> _Assigned task_: Once the line holding "static void set_color(cairo_t" is found in the listing below, write it out and each later line exactly, up to and including the one holding "cairo_set_operator(cr, CAIRO_OPERATOR_SOURCE);".

┄┄┄┄┄┄

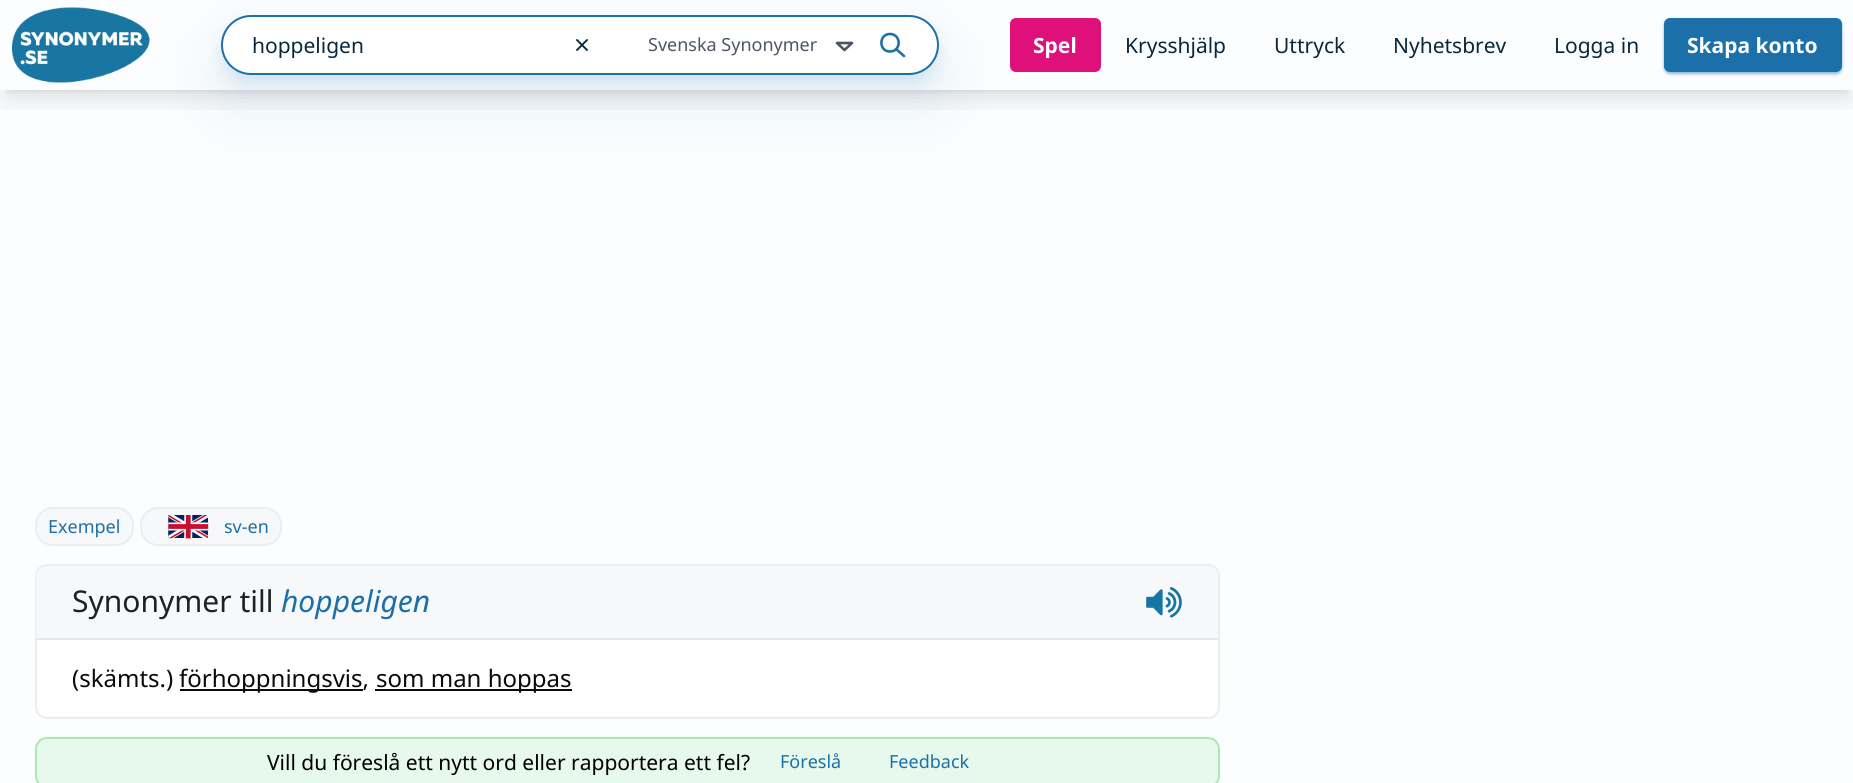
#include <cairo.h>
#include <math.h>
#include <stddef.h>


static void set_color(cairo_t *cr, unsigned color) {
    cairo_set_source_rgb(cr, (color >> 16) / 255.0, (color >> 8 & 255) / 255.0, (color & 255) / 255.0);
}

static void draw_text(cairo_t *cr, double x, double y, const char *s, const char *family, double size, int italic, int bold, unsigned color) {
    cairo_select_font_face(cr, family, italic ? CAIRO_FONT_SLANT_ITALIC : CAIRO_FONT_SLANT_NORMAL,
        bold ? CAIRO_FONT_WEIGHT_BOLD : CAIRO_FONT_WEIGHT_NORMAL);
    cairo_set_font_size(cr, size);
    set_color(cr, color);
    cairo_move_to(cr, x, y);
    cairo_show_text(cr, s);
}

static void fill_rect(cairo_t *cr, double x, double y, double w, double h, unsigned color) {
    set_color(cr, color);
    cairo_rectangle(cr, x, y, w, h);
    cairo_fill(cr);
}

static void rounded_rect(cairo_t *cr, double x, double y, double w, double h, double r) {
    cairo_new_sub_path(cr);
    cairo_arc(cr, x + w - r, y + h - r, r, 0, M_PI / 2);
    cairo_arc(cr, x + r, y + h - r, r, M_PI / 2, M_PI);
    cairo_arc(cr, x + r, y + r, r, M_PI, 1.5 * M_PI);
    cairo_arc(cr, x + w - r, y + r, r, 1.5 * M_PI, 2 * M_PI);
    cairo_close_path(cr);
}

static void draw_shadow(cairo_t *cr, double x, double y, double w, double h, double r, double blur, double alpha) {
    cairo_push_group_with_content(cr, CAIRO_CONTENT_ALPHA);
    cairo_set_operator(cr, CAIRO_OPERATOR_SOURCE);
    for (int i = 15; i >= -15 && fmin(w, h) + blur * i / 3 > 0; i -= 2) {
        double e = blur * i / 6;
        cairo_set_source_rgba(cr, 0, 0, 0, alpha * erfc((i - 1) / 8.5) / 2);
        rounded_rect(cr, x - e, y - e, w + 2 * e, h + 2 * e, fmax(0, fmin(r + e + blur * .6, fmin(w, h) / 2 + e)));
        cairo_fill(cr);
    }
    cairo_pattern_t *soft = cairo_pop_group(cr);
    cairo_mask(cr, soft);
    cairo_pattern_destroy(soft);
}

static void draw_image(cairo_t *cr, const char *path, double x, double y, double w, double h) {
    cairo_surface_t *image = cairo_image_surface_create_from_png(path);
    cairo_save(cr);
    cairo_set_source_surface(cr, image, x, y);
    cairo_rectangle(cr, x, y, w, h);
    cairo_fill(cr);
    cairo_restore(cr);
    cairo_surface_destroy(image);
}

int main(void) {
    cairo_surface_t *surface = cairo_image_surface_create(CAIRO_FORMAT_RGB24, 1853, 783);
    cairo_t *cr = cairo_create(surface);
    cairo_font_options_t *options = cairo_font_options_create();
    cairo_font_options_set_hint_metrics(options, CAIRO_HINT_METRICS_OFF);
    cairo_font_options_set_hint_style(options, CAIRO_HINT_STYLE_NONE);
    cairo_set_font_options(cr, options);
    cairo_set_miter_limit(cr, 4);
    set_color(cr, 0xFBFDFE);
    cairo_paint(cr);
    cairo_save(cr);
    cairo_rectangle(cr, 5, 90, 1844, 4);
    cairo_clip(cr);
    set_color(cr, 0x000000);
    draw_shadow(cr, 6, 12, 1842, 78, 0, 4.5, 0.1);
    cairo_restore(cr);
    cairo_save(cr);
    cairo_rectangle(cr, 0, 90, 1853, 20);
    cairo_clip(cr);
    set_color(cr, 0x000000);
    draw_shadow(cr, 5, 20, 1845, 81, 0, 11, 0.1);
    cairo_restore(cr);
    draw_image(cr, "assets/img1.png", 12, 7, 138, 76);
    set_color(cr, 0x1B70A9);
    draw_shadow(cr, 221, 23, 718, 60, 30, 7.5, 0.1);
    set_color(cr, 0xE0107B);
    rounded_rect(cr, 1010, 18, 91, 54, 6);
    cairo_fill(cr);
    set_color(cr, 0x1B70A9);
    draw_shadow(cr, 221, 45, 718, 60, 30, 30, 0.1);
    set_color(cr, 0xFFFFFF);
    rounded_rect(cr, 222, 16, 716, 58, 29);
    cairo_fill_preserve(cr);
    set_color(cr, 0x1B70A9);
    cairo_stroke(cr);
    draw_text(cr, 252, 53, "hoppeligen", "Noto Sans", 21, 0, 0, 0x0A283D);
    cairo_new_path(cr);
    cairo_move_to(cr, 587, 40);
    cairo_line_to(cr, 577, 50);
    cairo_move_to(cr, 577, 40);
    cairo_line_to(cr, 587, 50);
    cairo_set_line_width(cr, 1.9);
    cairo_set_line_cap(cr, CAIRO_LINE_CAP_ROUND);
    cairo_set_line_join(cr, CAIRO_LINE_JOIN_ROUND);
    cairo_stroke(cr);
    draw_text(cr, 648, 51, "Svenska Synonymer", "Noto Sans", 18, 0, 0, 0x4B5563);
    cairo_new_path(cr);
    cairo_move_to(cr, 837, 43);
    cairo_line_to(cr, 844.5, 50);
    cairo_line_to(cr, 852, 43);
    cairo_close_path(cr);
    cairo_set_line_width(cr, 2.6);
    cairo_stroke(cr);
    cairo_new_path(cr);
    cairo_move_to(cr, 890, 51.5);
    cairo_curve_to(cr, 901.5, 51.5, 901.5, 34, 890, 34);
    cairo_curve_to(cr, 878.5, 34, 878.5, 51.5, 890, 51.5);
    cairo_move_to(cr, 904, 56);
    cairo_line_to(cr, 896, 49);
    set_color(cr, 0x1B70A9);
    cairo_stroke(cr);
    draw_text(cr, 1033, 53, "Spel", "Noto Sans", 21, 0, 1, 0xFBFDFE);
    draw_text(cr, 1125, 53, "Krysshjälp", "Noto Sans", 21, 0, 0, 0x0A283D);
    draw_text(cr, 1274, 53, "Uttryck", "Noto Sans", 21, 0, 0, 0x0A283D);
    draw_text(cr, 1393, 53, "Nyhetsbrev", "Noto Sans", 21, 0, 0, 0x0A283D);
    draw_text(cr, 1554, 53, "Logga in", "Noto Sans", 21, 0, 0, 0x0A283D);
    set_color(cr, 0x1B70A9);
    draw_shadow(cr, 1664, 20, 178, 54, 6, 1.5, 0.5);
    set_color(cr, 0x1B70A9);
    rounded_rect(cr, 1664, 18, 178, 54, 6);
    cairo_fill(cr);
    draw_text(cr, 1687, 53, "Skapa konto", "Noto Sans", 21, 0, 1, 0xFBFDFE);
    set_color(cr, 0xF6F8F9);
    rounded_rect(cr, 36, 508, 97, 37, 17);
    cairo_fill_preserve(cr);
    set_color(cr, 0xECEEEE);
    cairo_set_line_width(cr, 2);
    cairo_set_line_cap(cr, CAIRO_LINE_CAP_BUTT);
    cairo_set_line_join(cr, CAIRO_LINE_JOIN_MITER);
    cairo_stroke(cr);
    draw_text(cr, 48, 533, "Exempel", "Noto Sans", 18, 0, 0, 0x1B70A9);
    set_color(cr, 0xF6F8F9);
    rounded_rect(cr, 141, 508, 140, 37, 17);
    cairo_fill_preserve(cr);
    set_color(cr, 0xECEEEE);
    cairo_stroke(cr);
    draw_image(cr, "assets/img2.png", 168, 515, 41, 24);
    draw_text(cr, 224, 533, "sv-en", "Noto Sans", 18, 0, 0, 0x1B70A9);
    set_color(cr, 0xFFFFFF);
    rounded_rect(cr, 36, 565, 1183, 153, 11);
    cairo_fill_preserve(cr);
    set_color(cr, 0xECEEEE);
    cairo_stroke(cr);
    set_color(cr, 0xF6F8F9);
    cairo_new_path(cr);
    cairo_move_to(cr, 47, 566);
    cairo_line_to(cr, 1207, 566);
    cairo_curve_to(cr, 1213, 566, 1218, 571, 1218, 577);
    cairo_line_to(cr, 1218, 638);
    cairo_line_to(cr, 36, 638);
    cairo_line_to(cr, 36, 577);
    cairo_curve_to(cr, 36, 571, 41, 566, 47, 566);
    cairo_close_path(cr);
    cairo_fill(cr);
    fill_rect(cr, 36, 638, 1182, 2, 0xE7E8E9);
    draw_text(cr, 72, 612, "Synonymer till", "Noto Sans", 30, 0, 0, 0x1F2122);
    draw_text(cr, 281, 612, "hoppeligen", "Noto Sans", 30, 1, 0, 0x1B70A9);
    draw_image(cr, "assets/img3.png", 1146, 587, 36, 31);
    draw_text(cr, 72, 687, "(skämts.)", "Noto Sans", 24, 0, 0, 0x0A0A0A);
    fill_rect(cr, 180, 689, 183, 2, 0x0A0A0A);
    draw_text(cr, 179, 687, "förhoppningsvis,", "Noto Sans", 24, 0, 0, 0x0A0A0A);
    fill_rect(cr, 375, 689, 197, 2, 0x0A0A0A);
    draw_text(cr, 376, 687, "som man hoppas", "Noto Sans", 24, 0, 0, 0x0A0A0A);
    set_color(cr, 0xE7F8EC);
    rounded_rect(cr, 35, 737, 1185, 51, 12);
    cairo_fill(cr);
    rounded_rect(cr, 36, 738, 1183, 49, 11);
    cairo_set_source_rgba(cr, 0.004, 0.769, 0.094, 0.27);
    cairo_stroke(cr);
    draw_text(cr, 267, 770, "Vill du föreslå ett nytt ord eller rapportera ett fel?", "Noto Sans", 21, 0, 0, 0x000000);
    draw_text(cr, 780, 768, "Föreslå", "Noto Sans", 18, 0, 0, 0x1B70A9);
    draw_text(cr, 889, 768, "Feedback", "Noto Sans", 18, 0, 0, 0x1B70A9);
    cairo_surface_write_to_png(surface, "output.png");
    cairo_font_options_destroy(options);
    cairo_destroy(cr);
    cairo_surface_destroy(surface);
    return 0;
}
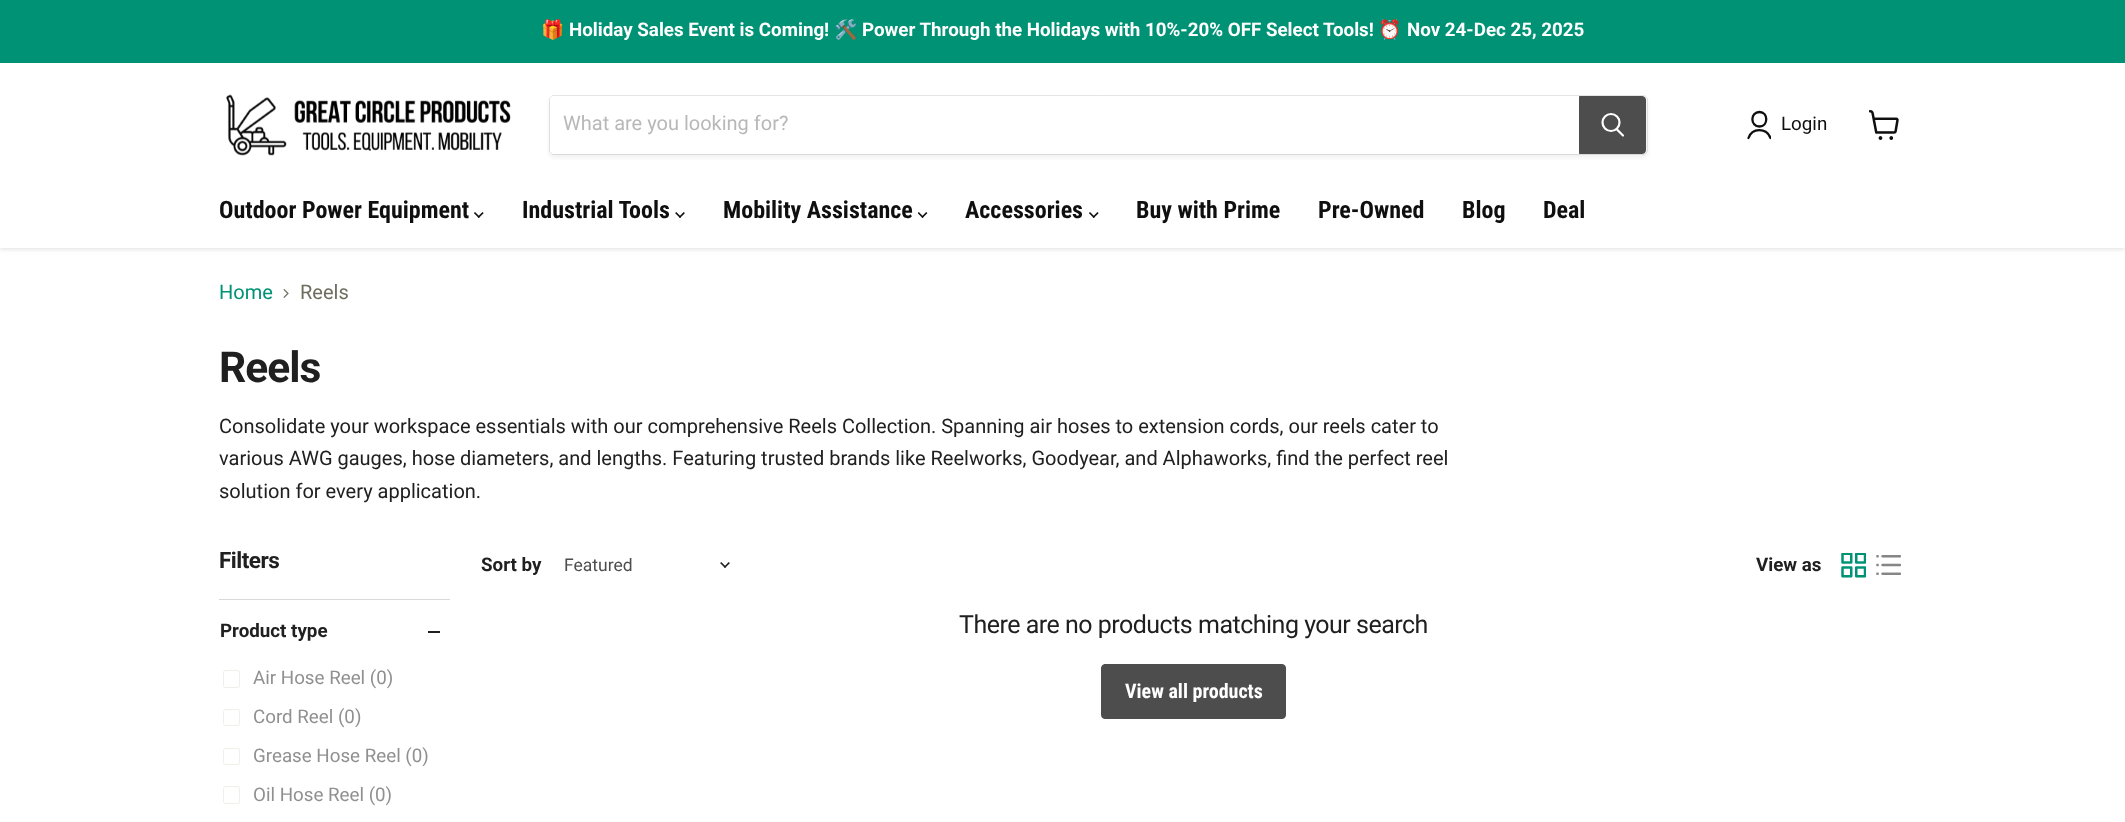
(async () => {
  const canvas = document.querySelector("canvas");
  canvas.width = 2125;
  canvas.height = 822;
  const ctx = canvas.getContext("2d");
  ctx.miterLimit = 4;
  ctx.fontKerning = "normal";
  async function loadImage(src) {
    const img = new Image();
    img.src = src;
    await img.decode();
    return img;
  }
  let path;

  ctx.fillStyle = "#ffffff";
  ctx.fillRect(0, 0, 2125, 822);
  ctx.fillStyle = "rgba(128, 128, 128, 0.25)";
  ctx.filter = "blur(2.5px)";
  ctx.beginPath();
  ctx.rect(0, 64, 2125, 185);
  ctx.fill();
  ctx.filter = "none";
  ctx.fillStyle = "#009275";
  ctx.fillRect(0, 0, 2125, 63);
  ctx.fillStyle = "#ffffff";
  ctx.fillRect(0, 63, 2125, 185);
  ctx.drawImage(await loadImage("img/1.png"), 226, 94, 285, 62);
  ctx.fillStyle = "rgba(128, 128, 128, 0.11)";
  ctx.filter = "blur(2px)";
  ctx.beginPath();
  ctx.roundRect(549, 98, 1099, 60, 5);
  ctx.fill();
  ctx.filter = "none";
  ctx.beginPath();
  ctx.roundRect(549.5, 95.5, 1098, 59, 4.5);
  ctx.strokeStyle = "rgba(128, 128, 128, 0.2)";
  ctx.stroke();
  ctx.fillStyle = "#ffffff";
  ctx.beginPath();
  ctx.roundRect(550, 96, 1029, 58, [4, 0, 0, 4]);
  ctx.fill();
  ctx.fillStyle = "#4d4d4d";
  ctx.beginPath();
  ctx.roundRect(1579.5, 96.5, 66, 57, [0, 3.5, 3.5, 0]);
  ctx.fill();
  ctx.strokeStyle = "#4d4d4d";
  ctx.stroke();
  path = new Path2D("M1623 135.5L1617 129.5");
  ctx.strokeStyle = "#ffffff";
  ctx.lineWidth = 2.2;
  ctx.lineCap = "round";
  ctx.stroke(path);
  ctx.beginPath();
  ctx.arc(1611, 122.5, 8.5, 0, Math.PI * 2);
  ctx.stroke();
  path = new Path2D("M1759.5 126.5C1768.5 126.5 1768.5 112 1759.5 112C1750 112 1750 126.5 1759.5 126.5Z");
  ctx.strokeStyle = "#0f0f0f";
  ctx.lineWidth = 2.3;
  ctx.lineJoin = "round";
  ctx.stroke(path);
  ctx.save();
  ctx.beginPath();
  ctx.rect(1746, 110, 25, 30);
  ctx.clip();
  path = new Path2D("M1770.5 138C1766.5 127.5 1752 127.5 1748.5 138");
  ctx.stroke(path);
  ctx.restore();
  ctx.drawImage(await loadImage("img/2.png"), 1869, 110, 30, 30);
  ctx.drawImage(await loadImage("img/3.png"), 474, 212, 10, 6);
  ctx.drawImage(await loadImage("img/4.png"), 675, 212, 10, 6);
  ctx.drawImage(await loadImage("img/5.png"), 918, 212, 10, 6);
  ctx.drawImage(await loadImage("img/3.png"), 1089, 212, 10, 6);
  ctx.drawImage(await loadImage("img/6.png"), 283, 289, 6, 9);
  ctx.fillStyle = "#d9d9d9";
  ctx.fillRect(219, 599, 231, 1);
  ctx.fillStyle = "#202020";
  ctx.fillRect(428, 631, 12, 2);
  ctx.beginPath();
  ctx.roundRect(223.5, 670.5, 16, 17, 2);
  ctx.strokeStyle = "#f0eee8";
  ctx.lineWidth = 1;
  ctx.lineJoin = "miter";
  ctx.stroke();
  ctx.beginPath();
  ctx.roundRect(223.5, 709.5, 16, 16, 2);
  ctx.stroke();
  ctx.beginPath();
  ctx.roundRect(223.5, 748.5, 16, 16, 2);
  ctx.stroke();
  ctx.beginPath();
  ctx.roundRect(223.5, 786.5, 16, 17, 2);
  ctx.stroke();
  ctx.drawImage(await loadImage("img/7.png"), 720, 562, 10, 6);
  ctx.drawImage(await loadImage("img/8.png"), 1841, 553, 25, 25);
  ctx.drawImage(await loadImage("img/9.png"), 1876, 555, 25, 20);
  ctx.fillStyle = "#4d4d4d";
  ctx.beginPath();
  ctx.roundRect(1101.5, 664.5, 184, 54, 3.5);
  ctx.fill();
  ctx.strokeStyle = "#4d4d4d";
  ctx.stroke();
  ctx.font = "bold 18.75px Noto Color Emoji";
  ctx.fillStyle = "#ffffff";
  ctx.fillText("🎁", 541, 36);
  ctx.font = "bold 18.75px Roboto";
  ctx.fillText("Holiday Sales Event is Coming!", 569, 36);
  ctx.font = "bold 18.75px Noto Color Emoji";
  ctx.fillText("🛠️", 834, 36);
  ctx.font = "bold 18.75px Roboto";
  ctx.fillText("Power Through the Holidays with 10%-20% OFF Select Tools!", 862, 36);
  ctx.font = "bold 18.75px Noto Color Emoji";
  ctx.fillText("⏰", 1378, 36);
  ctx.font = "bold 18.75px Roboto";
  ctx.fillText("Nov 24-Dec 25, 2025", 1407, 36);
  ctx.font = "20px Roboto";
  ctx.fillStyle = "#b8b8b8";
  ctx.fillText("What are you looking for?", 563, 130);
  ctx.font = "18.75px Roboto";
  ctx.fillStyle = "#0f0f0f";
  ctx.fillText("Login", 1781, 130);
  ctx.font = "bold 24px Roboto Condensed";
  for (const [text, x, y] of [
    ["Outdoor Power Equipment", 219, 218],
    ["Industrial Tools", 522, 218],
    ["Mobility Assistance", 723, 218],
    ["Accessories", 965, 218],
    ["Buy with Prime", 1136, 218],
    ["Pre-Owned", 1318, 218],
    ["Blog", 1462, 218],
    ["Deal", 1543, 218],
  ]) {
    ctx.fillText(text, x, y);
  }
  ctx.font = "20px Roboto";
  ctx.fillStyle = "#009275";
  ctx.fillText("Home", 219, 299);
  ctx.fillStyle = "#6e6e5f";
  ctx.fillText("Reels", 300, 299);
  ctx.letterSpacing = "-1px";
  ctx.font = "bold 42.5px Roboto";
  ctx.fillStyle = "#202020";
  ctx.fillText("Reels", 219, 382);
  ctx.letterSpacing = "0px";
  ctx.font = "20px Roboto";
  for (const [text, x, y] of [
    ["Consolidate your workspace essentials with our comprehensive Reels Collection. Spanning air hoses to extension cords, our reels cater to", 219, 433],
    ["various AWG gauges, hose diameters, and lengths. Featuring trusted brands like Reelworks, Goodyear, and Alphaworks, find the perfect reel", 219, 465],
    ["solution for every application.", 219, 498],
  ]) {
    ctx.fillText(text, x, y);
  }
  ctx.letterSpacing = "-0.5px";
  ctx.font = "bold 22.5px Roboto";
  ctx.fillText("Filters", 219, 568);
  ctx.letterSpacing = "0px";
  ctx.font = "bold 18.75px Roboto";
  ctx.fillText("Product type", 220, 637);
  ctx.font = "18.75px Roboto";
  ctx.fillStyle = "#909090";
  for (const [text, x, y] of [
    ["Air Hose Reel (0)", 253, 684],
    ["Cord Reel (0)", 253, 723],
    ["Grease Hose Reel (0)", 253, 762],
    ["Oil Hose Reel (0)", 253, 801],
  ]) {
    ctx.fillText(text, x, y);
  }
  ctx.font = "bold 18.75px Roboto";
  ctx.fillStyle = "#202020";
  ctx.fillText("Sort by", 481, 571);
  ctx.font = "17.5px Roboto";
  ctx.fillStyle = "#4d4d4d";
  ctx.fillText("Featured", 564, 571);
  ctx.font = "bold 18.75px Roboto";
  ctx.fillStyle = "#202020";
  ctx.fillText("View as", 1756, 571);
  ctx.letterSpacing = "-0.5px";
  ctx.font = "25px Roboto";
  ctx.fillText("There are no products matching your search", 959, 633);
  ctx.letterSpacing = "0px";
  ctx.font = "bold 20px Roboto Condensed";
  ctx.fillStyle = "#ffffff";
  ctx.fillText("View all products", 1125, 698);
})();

┄┄┄┄┄┄

> _Reply to the task_:
static void set_color(cairo_t *cr, unsigned color) {
    cairo_set_source_rgb(cr, (color >> 16) / 255.0, (color >> 8 & 255) / 255.0, (color & 255) / 255.0);
}

static void draw_text(cairo_t *cr, double x, double y, const char *s, const char *family, double size, int italic, int bold, unsigned color) {
    cairo_select_font_face(cr, family, italic ? CAIRO_FONT_SLANT_ITALIC : CAIRO_FONT_SLANT_NORMAL,
        bold ? CAIRO_FONT_WEIGHT_BOLD : CAIRO_FONT_WEIGHT_NORMAL);
    cairo_set_font_size(cr, size);
    set_color(cr, color);
    cairo_move_to(cr, x, y);
    cairo_show_text(cr, s);
}

static void fill_rect(cairo_t *cr, double x, double y, double w, double h, unsigned color) {
    set_color(cr, color);
    cairo_rectangle(cr, x, y, w, h);
    cairo_fill(cr);
}

static void rounded_rect(cairo_t *cr, double x, double y, double w, double h, double r) {
    cairo_new_sub_path(cr);
    cairo_arc(cr, x + w - r, y + h - r, r, 0, M_PI / 2);
    cairo_arc(cr, x + r, y + h - r, r, M_PI / 2, M_PI);
    cairo_arc(cr, x + r, y + r, r, M_PI, 1.5 * M_PI);
    cairo_arc(cr, x + w - r, y + r, r, 1.5 * M_PI, 2 * M_PI);
    cairo_close_path(cr);
}

static void draw_shadow(cairo_t *cr, double x, double y, double w, double h, double r, double blur, double alpha) {
    cairo_push_group_with_content(cr, CAIRO_CONTENT_ALPHA);
    cairo_set_operator(cr, CAIRO_OPERATOR_SOURCE);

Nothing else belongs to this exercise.